WHAT THE TASK ASKS:
Each entry is to be retyped exactly as it stands.

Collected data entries
====================

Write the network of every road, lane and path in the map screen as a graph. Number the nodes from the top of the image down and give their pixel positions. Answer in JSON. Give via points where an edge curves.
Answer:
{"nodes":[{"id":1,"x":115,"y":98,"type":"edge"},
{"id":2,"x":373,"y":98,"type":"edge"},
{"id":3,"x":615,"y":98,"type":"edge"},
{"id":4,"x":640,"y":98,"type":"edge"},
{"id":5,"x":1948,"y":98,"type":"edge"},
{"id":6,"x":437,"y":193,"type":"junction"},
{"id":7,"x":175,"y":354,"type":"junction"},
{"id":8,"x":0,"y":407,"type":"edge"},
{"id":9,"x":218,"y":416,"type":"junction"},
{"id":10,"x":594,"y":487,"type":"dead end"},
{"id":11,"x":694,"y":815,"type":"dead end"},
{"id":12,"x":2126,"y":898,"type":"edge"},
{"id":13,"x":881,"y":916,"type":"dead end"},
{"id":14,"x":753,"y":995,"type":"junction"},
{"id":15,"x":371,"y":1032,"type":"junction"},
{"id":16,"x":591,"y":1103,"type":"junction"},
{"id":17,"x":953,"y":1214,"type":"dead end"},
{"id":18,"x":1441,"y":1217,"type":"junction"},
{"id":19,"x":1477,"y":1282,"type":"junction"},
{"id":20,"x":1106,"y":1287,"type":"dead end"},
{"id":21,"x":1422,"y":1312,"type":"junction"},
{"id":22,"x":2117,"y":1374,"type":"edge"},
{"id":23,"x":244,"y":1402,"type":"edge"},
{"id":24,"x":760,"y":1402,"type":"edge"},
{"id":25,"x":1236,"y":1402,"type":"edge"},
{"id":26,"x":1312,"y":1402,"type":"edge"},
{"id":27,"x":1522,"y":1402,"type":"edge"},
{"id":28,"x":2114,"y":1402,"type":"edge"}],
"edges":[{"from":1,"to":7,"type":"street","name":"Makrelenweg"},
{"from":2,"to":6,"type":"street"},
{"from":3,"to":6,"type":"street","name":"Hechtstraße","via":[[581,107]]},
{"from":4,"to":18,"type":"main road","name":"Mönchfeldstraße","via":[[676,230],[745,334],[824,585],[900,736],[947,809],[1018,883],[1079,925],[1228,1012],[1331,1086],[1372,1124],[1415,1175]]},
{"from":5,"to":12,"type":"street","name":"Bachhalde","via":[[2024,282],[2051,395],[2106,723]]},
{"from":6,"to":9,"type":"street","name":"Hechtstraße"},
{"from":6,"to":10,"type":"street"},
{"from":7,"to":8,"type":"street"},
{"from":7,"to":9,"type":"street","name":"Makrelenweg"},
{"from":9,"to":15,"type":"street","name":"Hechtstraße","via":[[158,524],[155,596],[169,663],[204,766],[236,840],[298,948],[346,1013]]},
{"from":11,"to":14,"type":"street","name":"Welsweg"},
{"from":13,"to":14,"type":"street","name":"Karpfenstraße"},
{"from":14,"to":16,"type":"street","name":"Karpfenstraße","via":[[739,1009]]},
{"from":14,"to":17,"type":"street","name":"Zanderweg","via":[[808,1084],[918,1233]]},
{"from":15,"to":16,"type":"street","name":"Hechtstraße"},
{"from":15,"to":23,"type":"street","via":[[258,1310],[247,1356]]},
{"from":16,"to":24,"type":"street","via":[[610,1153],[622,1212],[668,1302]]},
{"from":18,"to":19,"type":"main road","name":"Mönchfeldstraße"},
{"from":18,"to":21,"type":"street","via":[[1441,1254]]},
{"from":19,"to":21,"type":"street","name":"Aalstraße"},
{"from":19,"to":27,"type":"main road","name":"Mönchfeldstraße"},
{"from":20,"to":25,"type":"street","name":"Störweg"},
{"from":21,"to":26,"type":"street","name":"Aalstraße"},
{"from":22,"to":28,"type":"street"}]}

====================

RESPONSE TO THE TASK:
Write the network of every road, lane and path in the map screen as a graph. Number the nodes from the top of the image down and give their pixel positions. Answer in JSON. Give via points where an edge curves.
Answer:
{"nodes":[{"id":1,"x":115,"y":98,"type":"edge"},
{"id":2,"x":373,"y":98,"type":"edge"},
{"id":3,"x":615,"y":98,"type":"edge"},
{"id":4,"x":640,"y":98,"type":"edge"},
{"id":5,"x":1948,"y":98,"type":"edge"},
{"id":6,"x":437,"y":193,"type":"junction"},
{"id":7,"x":175,"y":354,"type":"junction"},
{"id":8,"x":0,"y":407,"type":"edge"},
{"id":9,"x":218,"y":416,"type":"junction"},
{"id":10,"x":594,"y":487,"type":"dead end"},
{"id":11,"x":694,"y":815,"type":"dead end"},
{"id":12,"x":2126,"y":898,"type":"edge"},
{"id":13,"x":881,"y":916,"type":"dead end"},
{"id":14,"x":753,"y":995,"type":"junction"},
{"id":15,"x":371,"y":1032,"type":"junction"},
{"id":16,"x":591,"y":1103,"type":"junction"},
{"id":17,"x":953,"y":1214,"type":"dead end"},
{"id":18,"x":1441,"y":1217,"type":"junction"},
{"id":19,"x":1477,"y":1282,"type":"junction"},
{"id":20,"x":1106,"y":1287,"type":"dead end"},
{"id":21,"x":1422,"y":1312,"type":"junction"},
{"id":22,"x":2117,"y":1374,"type":"edge"},
{"id":23,"x":244,"y":1402,"type":"edge"},
{"id":24,"x":760,"y":1402,"type":"edge"},
{"id":25,"x":1236,"y":1402,"type":"edge"},
{"id":26,"x":1312,"y":1402,"type":"edge"},
{"id":27,"x":1522,"y":1402,"type":"edge"},
{"id":28,"x":2114,"y":1402,"type":"edge"}],
"edges":[{"from":1,"to":7,"type":"street","name":"Makrelenweg"},
{"from":2,"to":6,"type":"street"},
{"from":3,"to":6,"type":"street","name":"Hechtstraße","via":[[581,107]]},
{"from":4,"to":18,"type":"main road","name":"Mönchfeldstraße","via":[[676,230],[745,334],[824,585],[900,736],[947,809],[1018,883],[1079,925],[1228,1012],[1331,1086],[1372,1124],[1415,1175]]},
{"from":5,"to":12,"type":"street","name":"Bachhalde","via":[[2024,282],[2051,395],[2106,723]]},
{"from":6,"to":9,"type":"street","name":"Hechtstraße"},
{"from":6,"to":10,"type":"street"},
{"from":7,"to":8,"type":"street"},
{"from":7,"to":9,"type":"street","name":"Makrelenweg"},
{"from":9,"to":15,"type":"street","name":"Hechtstraße","via":[[158,524],[155,596],[169,663],[204,766],[236,840],[298,948],[346,1013]]},
{"from":11,"to":14,"type":"street","name":"Welsweg"},
{"from":13,"to":14,"type":"street","name":"Karpfenstraße"},
{"from":14,"to":16,"type":"street","name":"Karpfenstraße","via":[[739,1009]]},
{"from":14,"to":17,"type":"street","name":"Zanderweg","via":[[808,1084],[918,1233]]},
{"from":15,"to":16,"type":"street","name":"Hechtstraße"},
{"from":15,"to":23,"type":"street","via":[[258,1310],[247,1356]]},
{"from":16,"to":24,"type":"street","via":[[610,1153],[622,1212],[668,1302]]},
{"from":18,"to":19,"type":"main road","name":"Mönchfeldstraße"},
{"from":18,"to":21,"type":"street","via":[[1441,1254]]},
{"from":19,"to":21,"type":"street","name":"Aalstraße"},
{"from":19,"to":27,"type":"main road","name":"Mönchfeldstraße"},
{"from":20,"to":25,"type":"street","name":"Störweg"},
{"from":21,"to":26,"type":"street","name":"Aalstraße"},
{"from":22,"to":28,"type":"street"}]}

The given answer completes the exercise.